TV, retail, advertising and cascading collapses

Two months ago I gave a presentation talking about the fundamental structural trends in tech - on the one hand, we talk about what we can build on the billions-scale platform that the smartphone gives us now, and who can compete there with GAFA, and on the other, we wonder what the next decade-scale, billions-scale platforms or trends might be - machine learning, autonomous cars and so on. 

However, there are also some important current trends that don’t necessarily fit into those over-arching narratives, but might have almost as much impact in the next, say, five years. I’ve written some long pieces about what might happen to TV, and to discovery in general, but I haven’t written a single unified theory of the future of retail (and I’m not sure anyone could), nor advertising. Yet there is a set of accelerating and interlocking changes happening in TV, advertising and retail that could lead to some interesting discontinuous and cascading effects. So, in no particular order...

TV viewing is finally starting to unlock and move away from linear and cable bundles, especially in the USA. That ought in due course to have some effect on TV ad inventory and rates: some viewing will go to places without ads, or where ads are sold very differently, overall viewing might fall (though this seems unlikely), and viewing will be distributed in different ways - probably, as tends to happen with digital, the curve will get much steeper. The hits are bigger and the mid-market stuff that’s only viewed because of where it is on the linear schedule will suffer. So, TV ad inventory will probably look different. 

As ecommerce keeps growing, at some point we will start to see certain retailers disappear - it’s common to say there are strong parallels with newspapers, in that they have a fixed cost base, falling revenue, and the wrong assets & skills. When internet reading or internet buying was 5%, it felt as though it might be additive to newspapers or retails - at 10 or 20%, as it is now, it becomes an existential problem. That is, at a certain point they stop being able to cut costs at the margin and start closing stores, or radically changing format etc. So, rhetorically (or apocalyptically) speaking, when Sears and Macy’s go bust, how many malls do they take with them, and how many other retailers that might have been doing fine on their own will go or lose a lot of their footprint because of that? And, where were those retailers advertising? What was their TV budget? How much of this is self-reinforcing - the more you buy online, the more you buy online? Conversely, did Aeropostale’s customer base go online to buy all the same kinds of clothes when the stores went bust, or buy different clothes, or buy different things? That is, do retail failures caused (partly) by ecommerce cause further ecommerce adoption and further failures?

As buying goes online (regardless of how much the previous points happen at all), buying patterns change. Really, whenever you change the channel, buying patterns change - people do not buy the same in malls as in department stores, nor in department stores as in small shops, and so people do not buy exactly the same things online as they do in supermarkets or malls. The channel shapes what is bought.

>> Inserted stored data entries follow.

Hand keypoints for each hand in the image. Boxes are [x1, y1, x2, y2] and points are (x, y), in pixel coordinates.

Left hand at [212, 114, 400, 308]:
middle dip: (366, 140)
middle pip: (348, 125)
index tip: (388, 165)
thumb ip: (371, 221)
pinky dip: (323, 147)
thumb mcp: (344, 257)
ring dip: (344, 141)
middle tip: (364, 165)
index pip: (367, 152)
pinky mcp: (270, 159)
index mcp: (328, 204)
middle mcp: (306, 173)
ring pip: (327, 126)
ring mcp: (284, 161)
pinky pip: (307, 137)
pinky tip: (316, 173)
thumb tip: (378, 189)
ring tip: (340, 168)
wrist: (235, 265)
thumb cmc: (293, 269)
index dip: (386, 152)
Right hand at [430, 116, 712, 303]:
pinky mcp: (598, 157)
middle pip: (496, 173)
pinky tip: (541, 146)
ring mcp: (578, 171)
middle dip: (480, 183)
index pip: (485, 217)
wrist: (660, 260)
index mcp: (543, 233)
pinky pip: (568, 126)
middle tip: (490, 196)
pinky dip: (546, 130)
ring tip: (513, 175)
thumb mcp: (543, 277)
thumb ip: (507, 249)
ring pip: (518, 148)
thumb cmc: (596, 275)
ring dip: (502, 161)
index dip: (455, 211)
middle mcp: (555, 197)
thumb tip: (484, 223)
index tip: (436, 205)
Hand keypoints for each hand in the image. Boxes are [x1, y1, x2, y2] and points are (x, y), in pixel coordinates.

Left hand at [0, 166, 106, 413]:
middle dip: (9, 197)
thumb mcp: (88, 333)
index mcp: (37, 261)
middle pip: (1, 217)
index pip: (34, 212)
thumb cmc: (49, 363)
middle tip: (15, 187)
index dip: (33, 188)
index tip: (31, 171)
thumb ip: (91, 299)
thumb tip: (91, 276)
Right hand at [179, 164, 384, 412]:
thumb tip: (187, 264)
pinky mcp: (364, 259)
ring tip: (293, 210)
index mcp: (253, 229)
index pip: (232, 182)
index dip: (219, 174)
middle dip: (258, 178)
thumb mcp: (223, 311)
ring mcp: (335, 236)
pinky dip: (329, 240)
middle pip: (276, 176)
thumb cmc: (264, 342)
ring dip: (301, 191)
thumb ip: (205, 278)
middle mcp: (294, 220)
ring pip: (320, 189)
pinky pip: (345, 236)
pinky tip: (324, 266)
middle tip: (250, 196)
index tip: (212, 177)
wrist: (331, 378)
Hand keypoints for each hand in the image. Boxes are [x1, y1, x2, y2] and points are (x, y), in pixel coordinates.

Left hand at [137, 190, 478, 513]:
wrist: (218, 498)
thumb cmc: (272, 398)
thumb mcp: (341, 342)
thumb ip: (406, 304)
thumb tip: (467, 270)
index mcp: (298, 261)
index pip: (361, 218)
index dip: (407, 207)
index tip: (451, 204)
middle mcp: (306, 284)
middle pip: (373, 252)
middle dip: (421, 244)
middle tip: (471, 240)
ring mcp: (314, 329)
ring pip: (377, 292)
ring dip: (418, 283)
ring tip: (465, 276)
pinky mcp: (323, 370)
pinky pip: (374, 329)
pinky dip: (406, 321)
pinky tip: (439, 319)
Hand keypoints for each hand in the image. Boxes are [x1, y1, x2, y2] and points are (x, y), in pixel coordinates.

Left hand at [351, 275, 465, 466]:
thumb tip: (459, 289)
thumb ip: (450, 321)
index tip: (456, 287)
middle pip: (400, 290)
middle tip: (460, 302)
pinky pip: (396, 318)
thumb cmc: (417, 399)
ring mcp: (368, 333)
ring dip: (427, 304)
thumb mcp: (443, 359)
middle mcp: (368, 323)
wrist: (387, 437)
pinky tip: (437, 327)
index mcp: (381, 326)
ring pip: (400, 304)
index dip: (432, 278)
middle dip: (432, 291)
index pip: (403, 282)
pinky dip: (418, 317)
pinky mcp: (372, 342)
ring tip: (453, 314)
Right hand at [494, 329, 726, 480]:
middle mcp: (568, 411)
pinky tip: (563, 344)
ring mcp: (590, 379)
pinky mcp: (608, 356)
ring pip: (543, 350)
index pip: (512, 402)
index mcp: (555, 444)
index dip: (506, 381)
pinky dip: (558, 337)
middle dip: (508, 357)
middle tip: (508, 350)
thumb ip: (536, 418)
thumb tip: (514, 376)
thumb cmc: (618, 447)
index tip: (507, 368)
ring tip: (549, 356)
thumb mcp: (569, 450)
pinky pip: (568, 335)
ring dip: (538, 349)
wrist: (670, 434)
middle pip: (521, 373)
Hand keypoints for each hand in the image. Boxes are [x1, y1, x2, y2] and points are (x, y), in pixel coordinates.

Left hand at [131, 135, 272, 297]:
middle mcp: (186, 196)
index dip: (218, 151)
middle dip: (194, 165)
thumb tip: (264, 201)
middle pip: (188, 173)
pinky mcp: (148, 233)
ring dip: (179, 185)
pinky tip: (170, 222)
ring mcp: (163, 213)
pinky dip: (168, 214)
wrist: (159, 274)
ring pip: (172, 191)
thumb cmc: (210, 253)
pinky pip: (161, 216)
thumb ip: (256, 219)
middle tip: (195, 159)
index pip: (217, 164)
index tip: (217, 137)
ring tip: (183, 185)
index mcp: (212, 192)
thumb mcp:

For FMCG in particular the models of shelf space, eye level, end-caps and marketing support etc don’t exist online - there are new mechanics for driving purchasing online, whether that’s on Amazon or Instacart/Ocado etc. This ought probably to mean fewer brands, and different ones, which again flows to advertising and TV. Do you spend the same on fewer brands to stand out online, or spend more, or less? When you say ‘hey Alexa, I need more soap’, what brand do you get sent and why? Meanwhile, the same applies somewhat even at the other end of the spectrum - sales distribution on Net A Porter must surely look different to that in physical retail.  

Then there’s machine learning, and especially image recognition. Ecommerce has always been good at retail as logistics but bad at retail as discovery. Now suppose I can connect a retailer to my FB or instagram feed and it can look at the clothes I’m wearing in photos and make suggestions? Suppose you go on eBay and buy the last ten years’ of Elle Decoration and drop it into Google Brain, and then wave your phone at your living room and ask what cushions or lamps you would like? Those magazines (or anything else laboriously and manually ‘curated’ by experts) are effectively now all structured data, or will be - you can extract the objects from the images and names from the captions and work out what data about taste and association is encoded in every editorial shoot. Five years ago this would have been science fiction, but now we know exactly how to go about building it. Suppose I put a bunch of HD cameras in the right parts of Berlin and Brooklyn and track what people are wearing, entirely automatically, and then see what of that shows up in middle America in a year, and then apply that pattern matching to what people are wearing in Berlin now? Again, no longer science fiction. Computers are going to be able to analyze images and video the way they’ve been able to analysis text and numbers for 50 years, and indeed much better, with much more sophisticated pattern analysis. So - what does that do to how ecommerce can make suggestions? And what does that do to retail and advertising?

There’s a famous Jeff Bezos quote that ‘your margin is my opportunity’ - right now Amazon is building a billion dollar ad business in its own search results, but I suspect he also looks at the $500bn that’s spent every year on advertising and the further $500bn that’s spent on marketing and sees money that should be going to lower prices and same-day or 1-hour delivery. P&G spent 11% of revenue on advertising last year and plenty more on marketing. What will that look like in 10 years, where will it be spending it and how will people be buying?